# REQUIREMENT:
Pull every line that includes the word "Cutervo" from the data.

[Items from a data source]
::::
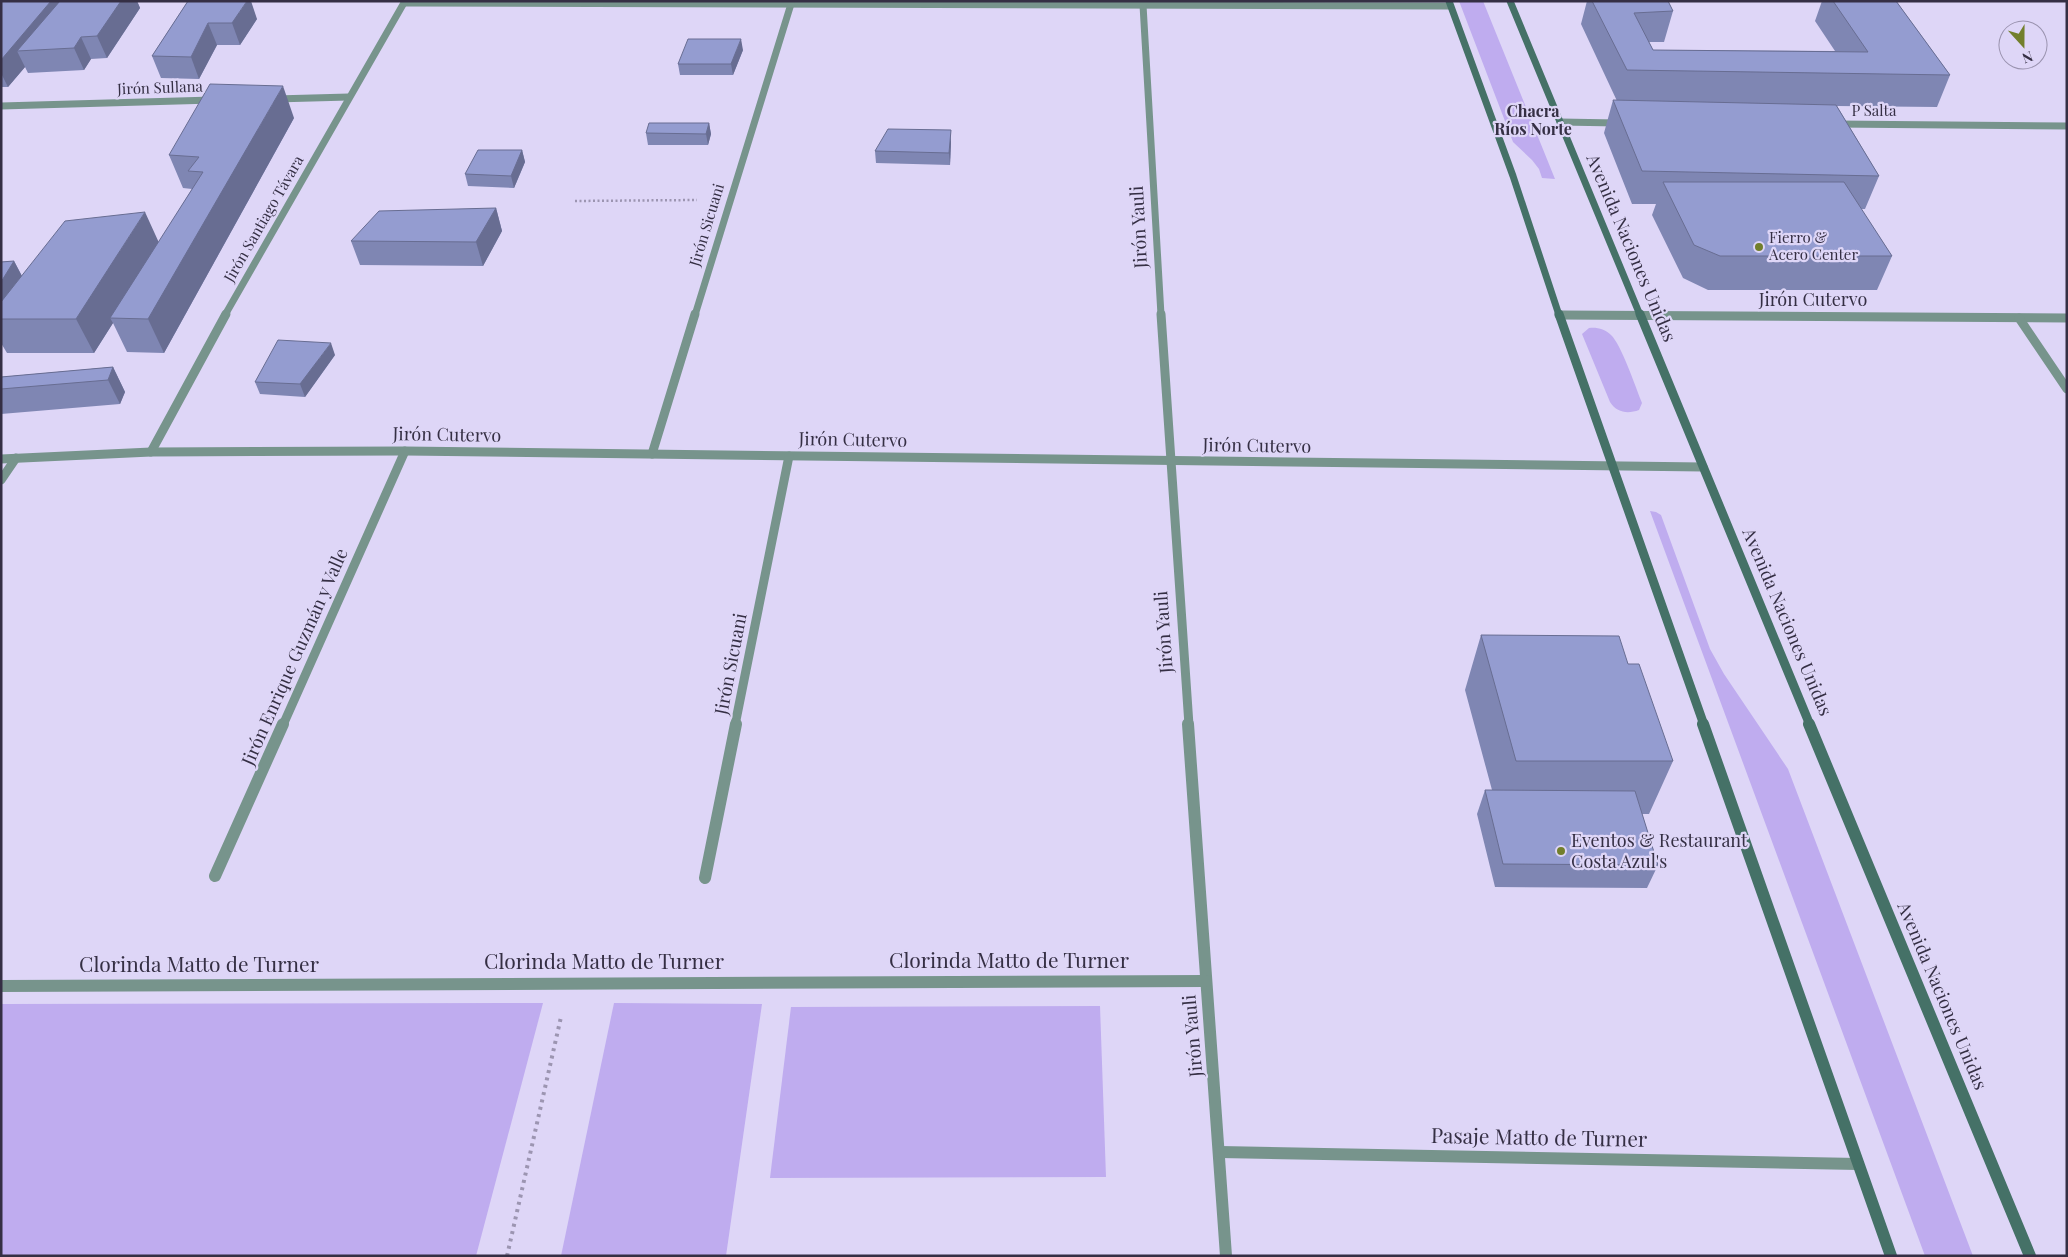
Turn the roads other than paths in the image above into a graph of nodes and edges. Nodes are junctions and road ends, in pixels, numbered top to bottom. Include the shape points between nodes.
1 (1510, 1) edge
2 (405, 2) edge
3 (969, 3) edge
4 (790, 4) junction
5 (1450, 4) edge
6 (1143, 5) junction
7 (349, 97) junction
8 (270, 99) edge
9 (220, 100) edge
10 (1, 106) edge
11 (1560, 122) junction
12 (1630, 123) edge
13 (1828, 124) edge
14 (2067, 126) edge
15 (1558, 315) junction
16 (1641, 316) junction
17 (2019, 318) junction
18 (2067, 318) edge
19 (2067, 389) edge
20 (405, 451) junction
21 (151, 452) junction
22 (652, 454) junction
23 (789, 456) junction
24 (16, 458) junction
25 (1, 459) edge
26 (1170, 461) junction
27 (1612, 466) junction
28 (1704, 467) junction
29 (1, 480) edge
30 (216, 876) dead end
31 (705, 878) dead end
32 (1206, 981) junction
33 (1, 986) edge
34 (1220, 1152) junction
35 (1858, 1164) junction
36 (1226, 1256) edge
37 (1890, 1256) edge
38 (2030, 1256) edge

1 - 11 main road, Avenida Naciones Unidas
2 - 4 street
2 - 7 street, Jirón Santiago Távara
3 - 4 street
3 - 6 street
4 - 22 street, Jirón Sicuani
5 - 6 street
5 - 15 main road via 1513,176
6 - 26 street, Jirón Yauli
7 - 8 street
7 - 21 street, Jirón Santiago Távara via 196,366
9 - 10 street, Jirón Sullana
11 - 12 street
11 - 16 main road, Avenida Naciones Unidas
13 - 14 street, P Salta
15 - 16 street, Jirón Cutervo
15 - 27 main road
16 - 17 street, Jirón Cutervo
16 - 28 main road, Avenida Naciones Unidas
17 - 18 street, Jirón Cutervo
17 - 19 street
20 - 21 street, Jirón Cutervo
20 - 22 street, Jirón Cutervo
20 - 30 street, Jirón Enrique Guzmán y Valle
21 - 24 street, Jirón Cutervo
22 - 23 street, Jirón Cutervo
23 - 26 street, Jirón Cutervo
23 - 31 street, Jirón Sicuani
24 - 25 street, Jirón Cutervo
24 - 29 street
26 - 27 street, Jirón Cutervo
26 - 32 street, Jirón Yauli
27 - 28 street, Jirón Cutervo
27 - 35 main road
28 - 38 main road, Avenida Naciones Unidas
32 - 33 street, Clorinda Matto de Turner
32 - 34 street, Jirón Yauli
34 - 35 street, Pasaje Matto de Turner
34 - 36 street, Jirón Yauli
35 - 37 main road

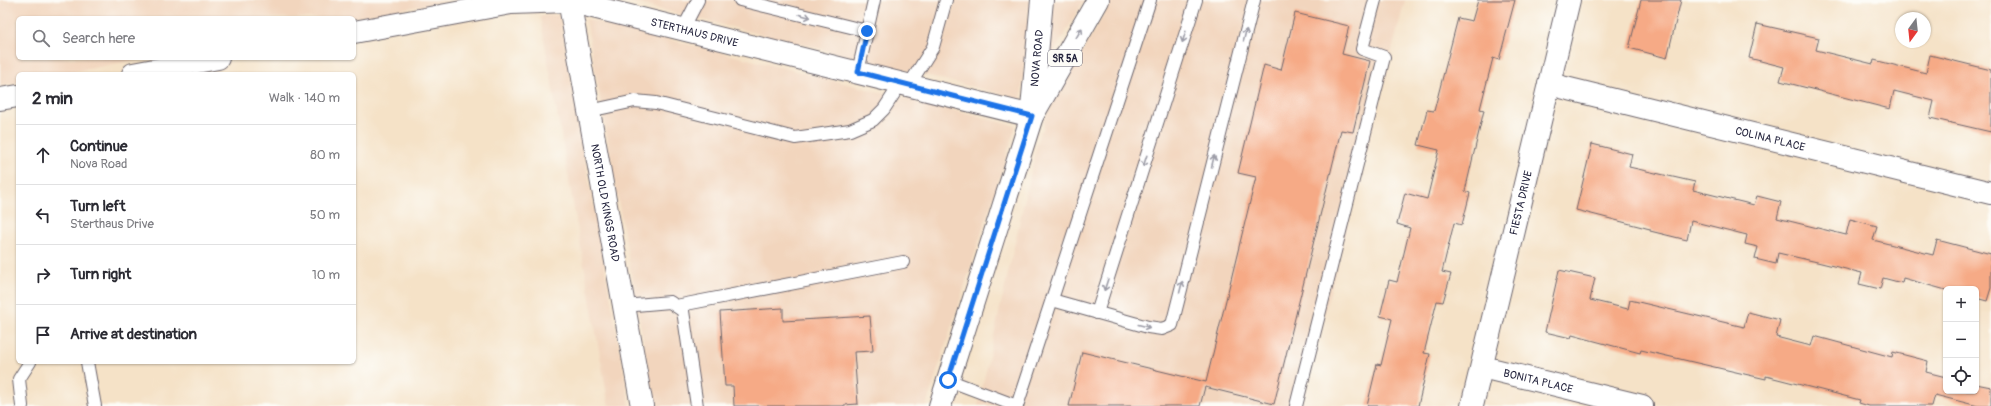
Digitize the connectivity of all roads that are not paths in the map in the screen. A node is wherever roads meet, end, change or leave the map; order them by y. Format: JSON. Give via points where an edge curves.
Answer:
{"nodes":[{"id":1,"x":569,"y":0,"type":"edge"},
{"id":2,"x":698,"y":0,"type":"edge"},
{"id":3,"x":740,"y":0,"type":"edge"},
{"id":4,"x":874,"y":0,"type":"edge"},
{"id":5,"x":946,"y":0,"type":"edge"},
{"id":6,"x":1042,"y":0,"type":"edge"},
{"id":7,"x":1098,"y":0,"type":"edge"},
{"id":8,"x":1150,"y":0,"type":"edge"},
{"id":9,"x":1196,"y":0,"type":"edge"},
{"id":10,"x":1254,"y":0,"type":"edge"},
{"id":11,"x":1375,"y":0,"type":"edge"},
{"id":12,"x":1570,"y":0,"type":"edge"},
{"id":13,"x":683,"y":29,"type":"junction"},
{"id":14,"x":867,"y":31,"type":"junction"},
{"id":15,"x":356,"y":32,"type":"edge"},
{"id":16,"x":207,"y":60,"type":"edge"},
{"id":17,"x":144,"y":72,"type":"edge"},
{"id":18,"x":858,"y":72,"type":"junction"},
{"id":19,"x":905,"y":84,"type":"junction"},
{"id":20,"x":1549,"y":84,"type":"junction"},
{"id":21,"x":16,"y":96,"type":"edge"},
{"id":22,"x":0,"y":99,"type":"edge"},
{"id":23,"x":589,"y":111,"type":"junction"},
{"id":24,"x":1032,"y":116,"type":"junction"},
{"id":25,"x":1991,"y":193,"type":"edge"},
{"id":26,"x":903,"y":262,"type":"dead end"},
{"id":27,"x":1052,"y":300,"type":"junction"},
{"id":28,"x":624,"y":306,"type":"junction"},
{"id":29,"x":676,"y":306,"type":"junction"},
{"id":30,"x":1097,"y":313,"type":"junction"},
{"id":31,"x":29,"y":364,"type":"edge"},
{"id":32,"x":87,"y":364,"type":"edge"},
{"id":33,"x":1482,"y":367,"type":"junction"},
{"id":34,"x":948,"y":380,"type":"junction"},
{"id":35,"x":22,"y":406,"type":"edge"},
{"id":36,"x":95,"y":406,"type":"edge"},
{"id":37,"x":642,"y":406,"type":"edge"},
{"id":38,"x":697,"y":406,"type":"edge"},
{"id":39,"x":940,"y":406,"type":"edge"},
{"id":40,"x":1017,"y":406,"type":"edge"},
{"id":41,"x":1296,"y":406,"type":"edge"},
{"id":42,"x":1472,"y":406,"type":"edge"},
{"id":43,"x":1642,"y":406,"type":"edge"}],
"edges":[{"from":1,"to":13,"type":"street","name":"STERTHAUS DRIVE"},
{"from":1,"to":15,"type":"street","name":"STERTHAUS DRIVE","via":[[511,3]]},
{"from":1,"to":23,"type":"street","name":"NORTH OLD KINGS ROAD"},
{"from":2,"to":13,"type":"lane"},
{"from":3,"to":14,"type":"lane","one_way":true},
{"from":4,"to":14,"type":"lane"},
{"from":5,"to":19,"type":"lane","via":[[933,47]]},
{"from":6,"to":24,"type":"street","name":"NOVA ROAD","number":"SR 5A"},
{"from":24,"to":7,"type":"street","name":"NOVA ROAD","number":"SR 5A","one_way":true},
{"from":8,"to":27,"type":"lane"},
{"from":9,"to":30,"type":"lane","one_way":true},
{"from":30,"to":10,"type":"lane","one_way":true,"via":[[1162,329],[1172,325]]},
{"from":11,"to":41,"type":"lane","via":[[1362,49],[1384,57]]},
{"from":12,"to":20,"type":"street","name":"FIESTA DRIVE"},
{"from":13,"to":18,"type":"street","name":"STERTHAUS DRIVE"},
{"from":14,"to":18,"type":"lane"},
{"from":16,"to":17,"type":"street"},
{"from":18,"to":19,"type":"street","name":"STERTHAUS DRIVE"},
{"from":19,"to":23,"type":"lane","via":[[873,120],[850,130],[795,138],[656,103],[635,101]]},
{"from":19,"to":24,"type":"street","name":"STERTHAUS DRIVE"},
{"from":20,"to":25,"type":"street","name":"COLINA PLACE"},
{"from":20,"to":33,"type":"street","name":"FIESTA DRIVE"},
{"from":21,"to":22,"type":"street"},
{"from":23,"to":28,"type":"street","name":"NORTH OLD KINGS ROAD"},
{"from":24,"to":34,"type":"street","name":"NOVA ROAD","number":"SR 5A"},
{"from":26,"to":29,"type":"lane"},
{"from":27,"to":30,"type":"lane"},
{"from":27,"to":40,"type":"lane"},
{"from":28,"to":29,"type":"lane","via":[[670,302]]},
{"from":28,"to":37,"type":"street","name":"NORTH OLD KINGS ROAD"},
{"from":29,"to":38,"type":"lane","via":[[683,311]]},
{"from":31,"to":35,"type":"lane","via":[[20,379]]},
{"from":32,"to":36,"type":"lane"},
{"from":33,"to":42,"type":"street","name":"FIESTA DRIVE"},
{"from":33,"to":43,"type":"street","name":"BONITA PLACE"},
{"from":34,"to":39,"type":"street","name":"NOVA ROAD","number":"SR 5A"},
{"from":34,"to":40,"type":"lane"}]}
::::
# EXPECTED ANSWER:
15 - 16 street, Jirón Cutervo
16 - 17 street, Jirón Cutervo
17 - 18 street, Jirón Cutervo
20 - 21 street, Jirón Cutervo
20 - 22 street, Jirón Cutervo
21 - 24 street, Jirón Cutervo
22 - 23 street, Jirón Cutervo
23 - 26 street, Jirón Cutervo
24 - 25 street, Jirón Cutervo
26 - 27 street, Jirón Cutervo
27 - 28 street, Jirón Cutervo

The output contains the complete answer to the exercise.